The little things really do make me happy. Chatting with a friend in a passageway for a few minutes before moving on to your next task, sharing (bad) meals while teasing each other in good nature, borrowing movies, borrowing books, working out together, and ribbing around on watch are all the small things that keep us from going nuts.
A sense of perspective helps too. What we do is some of the least dangerous work in the military. Every time I felt down because I wasn't doing my job the best I could, or I felt really stressed due to the work load, I just thought about the soldiers and Marines we were supporting, or the people in Japan who were hurt or killed. We're safe. They aren't.
I think the most important thing I learned is that I can handle almost anything. We are always stronger than we think.
I promised Ponies. I saw an older thread but I didn't want to resurrect it. So, yeah, I got completely into MLP FiM while we were out. I'm a grown man in the Navy! And yet I still have "daaaaaaawwwwww" reactions to this stuff. I have my own explanation for the Broney phenomenon (I think I can happily call myself one), but I know why I like the show. It's the most positive, creative, and adorable show I have seen in years. Seeing this kind of thing can really help get your mind off the drudgery of your job, especially when you can't leave it.
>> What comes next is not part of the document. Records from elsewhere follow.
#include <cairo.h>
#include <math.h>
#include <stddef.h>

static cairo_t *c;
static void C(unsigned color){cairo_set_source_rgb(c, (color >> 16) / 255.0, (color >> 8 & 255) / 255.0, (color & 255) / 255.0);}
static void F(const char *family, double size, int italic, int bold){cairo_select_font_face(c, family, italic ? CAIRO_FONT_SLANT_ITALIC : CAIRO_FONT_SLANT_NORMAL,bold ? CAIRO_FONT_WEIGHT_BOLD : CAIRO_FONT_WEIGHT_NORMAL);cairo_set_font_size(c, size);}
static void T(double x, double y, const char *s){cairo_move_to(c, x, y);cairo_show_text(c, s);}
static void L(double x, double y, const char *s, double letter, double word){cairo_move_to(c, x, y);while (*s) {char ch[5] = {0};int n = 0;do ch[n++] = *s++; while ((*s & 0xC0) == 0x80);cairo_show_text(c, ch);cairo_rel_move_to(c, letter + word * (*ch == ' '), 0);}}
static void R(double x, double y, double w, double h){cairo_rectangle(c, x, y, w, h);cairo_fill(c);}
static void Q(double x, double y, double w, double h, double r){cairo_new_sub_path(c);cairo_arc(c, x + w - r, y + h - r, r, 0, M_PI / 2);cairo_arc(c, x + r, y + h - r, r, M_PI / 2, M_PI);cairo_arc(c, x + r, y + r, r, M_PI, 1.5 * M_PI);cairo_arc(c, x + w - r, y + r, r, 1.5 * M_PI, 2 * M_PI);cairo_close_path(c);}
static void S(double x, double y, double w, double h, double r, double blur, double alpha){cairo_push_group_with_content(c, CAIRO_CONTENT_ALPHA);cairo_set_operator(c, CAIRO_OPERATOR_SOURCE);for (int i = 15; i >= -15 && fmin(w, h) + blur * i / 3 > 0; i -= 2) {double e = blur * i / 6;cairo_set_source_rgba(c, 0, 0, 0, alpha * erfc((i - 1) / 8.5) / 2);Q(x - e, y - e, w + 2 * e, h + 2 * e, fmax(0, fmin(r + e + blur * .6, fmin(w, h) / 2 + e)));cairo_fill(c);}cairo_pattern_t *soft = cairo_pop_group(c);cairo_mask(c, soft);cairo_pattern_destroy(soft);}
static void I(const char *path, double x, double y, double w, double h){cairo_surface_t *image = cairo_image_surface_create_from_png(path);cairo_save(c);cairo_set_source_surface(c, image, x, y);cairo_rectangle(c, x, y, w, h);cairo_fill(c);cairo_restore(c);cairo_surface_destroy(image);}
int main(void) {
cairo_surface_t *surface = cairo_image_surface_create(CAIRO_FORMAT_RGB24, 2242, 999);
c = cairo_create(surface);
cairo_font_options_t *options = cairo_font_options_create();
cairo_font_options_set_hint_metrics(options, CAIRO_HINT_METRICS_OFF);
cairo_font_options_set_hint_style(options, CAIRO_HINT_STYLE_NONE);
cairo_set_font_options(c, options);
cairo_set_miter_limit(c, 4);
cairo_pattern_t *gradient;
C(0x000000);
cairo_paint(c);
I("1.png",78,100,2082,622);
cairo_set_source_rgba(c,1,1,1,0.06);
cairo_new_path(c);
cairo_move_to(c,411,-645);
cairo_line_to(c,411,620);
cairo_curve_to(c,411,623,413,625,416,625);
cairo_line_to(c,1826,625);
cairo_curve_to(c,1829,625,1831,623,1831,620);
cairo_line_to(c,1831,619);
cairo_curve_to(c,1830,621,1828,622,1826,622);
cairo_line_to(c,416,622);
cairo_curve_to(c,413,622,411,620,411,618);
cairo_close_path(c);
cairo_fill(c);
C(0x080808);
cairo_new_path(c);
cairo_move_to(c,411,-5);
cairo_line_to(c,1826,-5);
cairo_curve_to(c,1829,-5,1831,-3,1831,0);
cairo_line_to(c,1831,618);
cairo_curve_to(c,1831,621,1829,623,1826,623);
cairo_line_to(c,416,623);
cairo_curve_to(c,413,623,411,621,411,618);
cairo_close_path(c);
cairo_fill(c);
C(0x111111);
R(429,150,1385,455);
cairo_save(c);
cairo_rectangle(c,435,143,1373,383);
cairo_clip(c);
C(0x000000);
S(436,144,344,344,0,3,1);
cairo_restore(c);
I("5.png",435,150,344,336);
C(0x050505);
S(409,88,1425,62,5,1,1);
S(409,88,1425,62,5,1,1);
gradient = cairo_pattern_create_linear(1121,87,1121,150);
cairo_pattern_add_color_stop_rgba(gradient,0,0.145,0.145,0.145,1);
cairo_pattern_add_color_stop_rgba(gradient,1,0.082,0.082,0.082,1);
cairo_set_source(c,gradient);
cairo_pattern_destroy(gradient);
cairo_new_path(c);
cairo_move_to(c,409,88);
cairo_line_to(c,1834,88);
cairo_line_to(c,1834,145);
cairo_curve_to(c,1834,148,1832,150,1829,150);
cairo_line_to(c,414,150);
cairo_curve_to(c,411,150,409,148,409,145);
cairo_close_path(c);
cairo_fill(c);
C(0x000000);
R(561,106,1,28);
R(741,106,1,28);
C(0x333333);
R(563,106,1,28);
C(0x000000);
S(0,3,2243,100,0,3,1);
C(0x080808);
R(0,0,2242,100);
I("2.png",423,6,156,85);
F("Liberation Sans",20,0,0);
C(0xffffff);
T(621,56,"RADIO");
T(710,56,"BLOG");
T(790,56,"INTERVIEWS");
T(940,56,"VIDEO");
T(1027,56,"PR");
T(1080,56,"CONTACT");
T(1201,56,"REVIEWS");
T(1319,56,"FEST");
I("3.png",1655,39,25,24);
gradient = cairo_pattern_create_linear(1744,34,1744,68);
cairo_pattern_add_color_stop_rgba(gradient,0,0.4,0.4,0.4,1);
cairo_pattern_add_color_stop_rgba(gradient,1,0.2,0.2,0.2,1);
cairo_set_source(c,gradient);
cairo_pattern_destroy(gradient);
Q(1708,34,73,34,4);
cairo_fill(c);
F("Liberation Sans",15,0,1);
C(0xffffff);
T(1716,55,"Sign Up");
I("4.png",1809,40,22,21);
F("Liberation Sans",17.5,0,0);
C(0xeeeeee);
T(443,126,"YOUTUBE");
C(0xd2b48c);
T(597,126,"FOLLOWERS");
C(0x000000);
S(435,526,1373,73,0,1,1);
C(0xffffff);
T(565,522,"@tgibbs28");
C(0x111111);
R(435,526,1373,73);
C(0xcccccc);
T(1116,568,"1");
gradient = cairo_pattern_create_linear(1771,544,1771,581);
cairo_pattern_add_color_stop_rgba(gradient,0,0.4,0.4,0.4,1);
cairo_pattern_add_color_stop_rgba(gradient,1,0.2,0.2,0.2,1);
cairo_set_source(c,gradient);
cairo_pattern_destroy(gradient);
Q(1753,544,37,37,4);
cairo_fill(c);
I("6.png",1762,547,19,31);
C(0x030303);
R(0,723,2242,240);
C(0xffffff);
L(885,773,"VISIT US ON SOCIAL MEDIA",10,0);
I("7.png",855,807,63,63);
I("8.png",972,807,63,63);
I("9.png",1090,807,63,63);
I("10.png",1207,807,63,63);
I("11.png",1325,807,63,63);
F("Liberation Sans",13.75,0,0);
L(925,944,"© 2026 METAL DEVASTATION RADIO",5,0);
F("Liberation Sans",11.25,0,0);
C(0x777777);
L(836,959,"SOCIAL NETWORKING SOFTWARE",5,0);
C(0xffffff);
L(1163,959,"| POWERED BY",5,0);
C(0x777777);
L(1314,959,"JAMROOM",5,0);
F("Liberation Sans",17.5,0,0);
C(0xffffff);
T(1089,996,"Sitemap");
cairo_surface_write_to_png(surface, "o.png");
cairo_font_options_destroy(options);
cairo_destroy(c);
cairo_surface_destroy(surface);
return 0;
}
The secret thing about guys and why the show is popular among 20-somethings is that we really love adorable, cute things, but modern Guy Culture just doesn't allow us to show it. I doubt this show would have made it far, but throw in gorgeous animation, great characters, good stories, and we're in!
I want to say that my life feels fulfilled, but thats not true. Don't we all experience emptiness at some point, and find ways to fill it? Instead I'll say I am the most content and happy I have ever been. I have good friends thanks to the Navy, and opportunities once I am out. I could have made it had I not joined the Navy, but I think I am far more enriched now.